It's far from entirely new: Diageo have been shipping concentrated wort ("Guinness essence") out of Waterford to their breweries abroad for years.

Alan -

First reaction: Hokey Kabokey!!!!

Second reaction: So if Diageo told them to jump off a bridge would they do that, too?

Third reaction: I think the Guinness essence is a different thing, isn't it. It is concentrated wort but is would represent a smaller portion of the overall wort that this method... or at least that is the implication. I understood that in the good old days, the bottled Guinness we got here in Canada was Labatt 50 with a syrup added to give it the alleged Guinnessness. Widget cans around 20 years ago did away with that.

Tony Davies -


Greetings from Ireland, though I'm actually bringing beer to the masses in Nevada at the moment!

Thanks for the review. I wanted to share some facts about why we do what we do and how we do it. I rarely write in blogs, but I realized that we need to explain a bit more about our reasons for working the way we do. I hope this is not too long!

Firstly, I want to address the comment about George Thompson. I'd like to include a mention about his years of experience as a brewer/head brewer/master brewer at Mansfield Brewery, Watneys and Bellhaven amongst others. Master Brewer is a recognized title and George, as an internationally recognized brewer and judge of beers, does deserve better than your mention. Being the laid back character he is, he probably wouldn’t have reacted to your comments. I’m very protective of the SLBC family.

I know our business model is different, but believe me it is a carefully crafted business and technical strategy rather than a random idea.
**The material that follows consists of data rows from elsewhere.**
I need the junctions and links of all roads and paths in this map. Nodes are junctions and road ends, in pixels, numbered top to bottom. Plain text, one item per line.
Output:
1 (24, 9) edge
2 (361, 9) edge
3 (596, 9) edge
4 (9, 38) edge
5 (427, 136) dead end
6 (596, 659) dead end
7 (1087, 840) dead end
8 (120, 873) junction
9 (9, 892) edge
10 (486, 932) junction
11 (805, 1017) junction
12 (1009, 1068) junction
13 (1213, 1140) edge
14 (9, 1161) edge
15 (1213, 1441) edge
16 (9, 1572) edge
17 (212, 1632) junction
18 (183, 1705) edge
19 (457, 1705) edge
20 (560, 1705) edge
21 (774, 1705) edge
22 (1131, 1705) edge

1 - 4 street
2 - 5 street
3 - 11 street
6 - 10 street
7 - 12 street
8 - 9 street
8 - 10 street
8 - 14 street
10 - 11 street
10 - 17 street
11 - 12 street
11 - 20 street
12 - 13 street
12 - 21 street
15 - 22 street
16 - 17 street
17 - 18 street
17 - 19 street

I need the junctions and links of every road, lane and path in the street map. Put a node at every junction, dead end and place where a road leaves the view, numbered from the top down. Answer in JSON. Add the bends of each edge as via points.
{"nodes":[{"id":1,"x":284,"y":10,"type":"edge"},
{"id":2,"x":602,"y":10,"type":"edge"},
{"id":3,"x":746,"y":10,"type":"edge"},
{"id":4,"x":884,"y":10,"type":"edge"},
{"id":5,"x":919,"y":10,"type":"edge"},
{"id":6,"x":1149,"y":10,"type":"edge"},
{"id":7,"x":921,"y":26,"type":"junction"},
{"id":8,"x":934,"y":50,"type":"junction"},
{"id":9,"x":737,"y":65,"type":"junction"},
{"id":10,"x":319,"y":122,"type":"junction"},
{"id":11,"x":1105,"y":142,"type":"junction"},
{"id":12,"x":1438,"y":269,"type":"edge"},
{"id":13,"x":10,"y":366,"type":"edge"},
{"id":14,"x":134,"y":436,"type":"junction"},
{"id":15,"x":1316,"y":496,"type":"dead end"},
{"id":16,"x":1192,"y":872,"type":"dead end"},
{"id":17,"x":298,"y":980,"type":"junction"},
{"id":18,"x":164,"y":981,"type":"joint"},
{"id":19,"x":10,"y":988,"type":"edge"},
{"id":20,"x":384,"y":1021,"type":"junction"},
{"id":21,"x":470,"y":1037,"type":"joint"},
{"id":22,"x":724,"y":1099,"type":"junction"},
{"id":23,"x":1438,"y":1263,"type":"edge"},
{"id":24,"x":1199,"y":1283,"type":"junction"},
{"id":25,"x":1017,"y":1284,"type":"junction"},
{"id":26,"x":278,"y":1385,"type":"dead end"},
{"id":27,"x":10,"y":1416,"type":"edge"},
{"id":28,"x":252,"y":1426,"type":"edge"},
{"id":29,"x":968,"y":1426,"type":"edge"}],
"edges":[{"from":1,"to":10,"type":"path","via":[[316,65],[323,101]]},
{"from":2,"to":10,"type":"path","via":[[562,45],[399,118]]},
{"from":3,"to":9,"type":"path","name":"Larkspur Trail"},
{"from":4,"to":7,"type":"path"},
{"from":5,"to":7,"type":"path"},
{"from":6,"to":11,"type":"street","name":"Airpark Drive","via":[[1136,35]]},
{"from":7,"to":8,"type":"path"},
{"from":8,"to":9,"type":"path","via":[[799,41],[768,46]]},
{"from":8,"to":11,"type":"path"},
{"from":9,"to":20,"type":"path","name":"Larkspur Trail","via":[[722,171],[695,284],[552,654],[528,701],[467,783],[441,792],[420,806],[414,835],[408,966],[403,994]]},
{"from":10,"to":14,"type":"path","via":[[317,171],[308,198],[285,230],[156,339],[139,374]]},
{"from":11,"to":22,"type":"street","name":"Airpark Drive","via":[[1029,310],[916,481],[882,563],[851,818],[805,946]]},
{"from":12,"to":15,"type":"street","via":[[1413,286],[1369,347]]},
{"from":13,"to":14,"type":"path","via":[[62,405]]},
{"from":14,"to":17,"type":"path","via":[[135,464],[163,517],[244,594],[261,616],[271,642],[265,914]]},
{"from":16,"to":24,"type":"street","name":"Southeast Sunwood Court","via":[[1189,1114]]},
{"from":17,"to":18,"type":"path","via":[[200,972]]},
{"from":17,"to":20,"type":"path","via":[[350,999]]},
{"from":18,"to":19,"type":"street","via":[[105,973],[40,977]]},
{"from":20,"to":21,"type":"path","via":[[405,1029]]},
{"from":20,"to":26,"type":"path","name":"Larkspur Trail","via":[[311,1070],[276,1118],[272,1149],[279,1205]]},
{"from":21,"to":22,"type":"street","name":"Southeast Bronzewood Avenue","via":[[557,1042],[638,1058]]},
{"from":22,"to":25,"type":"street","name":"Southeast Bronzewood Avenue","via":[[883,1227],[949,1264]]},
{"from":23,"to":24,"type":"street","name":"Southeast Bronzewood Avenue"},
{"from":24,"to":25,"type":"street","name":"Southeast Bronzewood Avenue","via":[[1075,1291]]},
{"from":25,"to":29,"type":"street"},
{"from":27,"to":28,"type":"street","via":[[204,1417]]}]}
I spent many years working in the strategy business and we spent years developing this approach. We tried and were not happy with many other alternatives. We need to provide quality authentic Irish beer and stay in business. Our approach does that. Interestingly it has nothing to do with the Guinness approach.

With respect to the wort, wort travels better than beer in bottles! Wort has a higher osmotic pressure (thick gluey substances) than beer and once sealed correctly it will not go off and is good for about a year. If anything is sloshing around it is more likely to be beer, once you add water into the mix and put it through a series of non controlled journeys a large percentage of bottled beer does not reach the destination in the best condition. This might make you wonder where some of the imported beer in USA really comes from?

All water used for rehydration is neutral i.e. nothing is being added to the wort. In this way what you get is original Irish ingredients rehydrated. So you can rehydrate anywhere in the world and you’ll get the same taste, avoiding the large variances in taste you get with other ‘imports’. Many European beers in USA are very different than those we drink in Europe.

Early hops are already in the wort, we supply late hops and yeast with the wort.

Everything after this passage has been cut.